[Bounding boxes with keypoints]

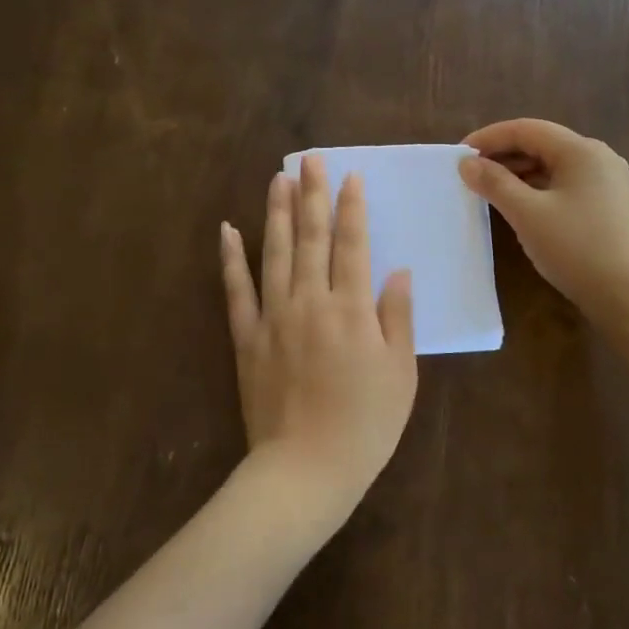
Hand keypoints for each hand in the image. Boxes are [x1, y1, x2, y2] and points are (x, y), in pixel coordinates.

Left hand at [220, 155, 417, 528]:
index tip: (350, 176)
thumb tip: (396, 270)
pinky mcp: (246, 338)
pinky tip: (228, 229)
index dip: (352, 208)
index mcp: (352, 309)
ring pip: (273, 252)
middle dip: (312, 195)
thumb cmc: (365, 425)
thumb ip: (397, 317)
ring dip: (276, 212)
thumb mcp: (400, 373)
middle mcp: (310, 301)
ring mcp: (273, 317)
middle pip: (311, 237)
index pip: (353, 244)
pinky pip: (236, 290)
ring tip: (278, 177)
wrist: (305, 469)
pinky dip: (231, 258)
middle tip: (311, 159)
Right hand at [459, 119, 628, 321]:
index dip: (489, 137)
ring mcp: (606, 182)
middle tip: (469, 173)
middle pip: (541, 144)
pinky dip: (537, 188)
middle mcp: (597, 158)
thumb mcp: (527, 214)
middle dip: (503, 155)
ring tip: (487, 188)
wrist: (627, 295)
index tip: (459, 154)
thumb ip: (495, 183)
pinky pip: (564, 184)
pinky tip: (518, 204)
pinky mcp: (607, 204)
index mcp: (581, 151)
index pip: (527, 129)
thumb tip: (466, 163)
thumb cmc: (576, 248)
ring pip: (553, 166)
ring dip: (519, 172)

◆ Work item ◆
The copy must reproduce every entry exactly while excluding all pictures.

◆ Answer ◆
Hand keypoints for each hand in the image. Boxes are [x1, y1, x2, y2] and points are (x, y), in pixel coordinates.

Left hand at [220, 155, 417, 528]:
index tip: (350, 176)
thumb tip: (396, 270)
pinky mcp: (246, 338)
pinky tip: (228, 229)
index dip: (352, 208)
index mcp: (352, 309)
ring pip: (273, 252)
middle dip: (312, 195)
thumb cmc: (365, 425)
thumb ip: (397, 317)
ring dip: (276, 212)
thumb mcp: (400, 373)
middle mcp: (310, 301)
ring mcp: (273, 317)
middle pip: (311, 237)
index pip: (353, 244)
pinky pip: (236, 290)
ring tip: (278, 177)
wrist: (305, 469)
pinky dip: (231, 258)
middle tip: (311, 159)
Right hand at [459, 119, 628, 321]:
index dip: (489, 137)
ring mcp: (606, 182)
middle tip: (469, 173)
middle pip: (541, 144)
pinky dip: (537, 188)
middle mcp: (597, 158)
thumb mcp: (527, 214)
middle dip: (503, 155)
ring tip: (487, 188)
wrist: (627, 295)
index tip: (459, 154)
thumb ip: (495, 183)
pinky pip: (564, 184)
pinky tip: (518, 204)
pinky mcp: (607, 204)
index mcp: (581, 151)
index pip: (527, 129)
thumb tip: (466, 163)
thumb cmc: (576, 248)
ring pip: (553, 166)
ring dip: (519, 172)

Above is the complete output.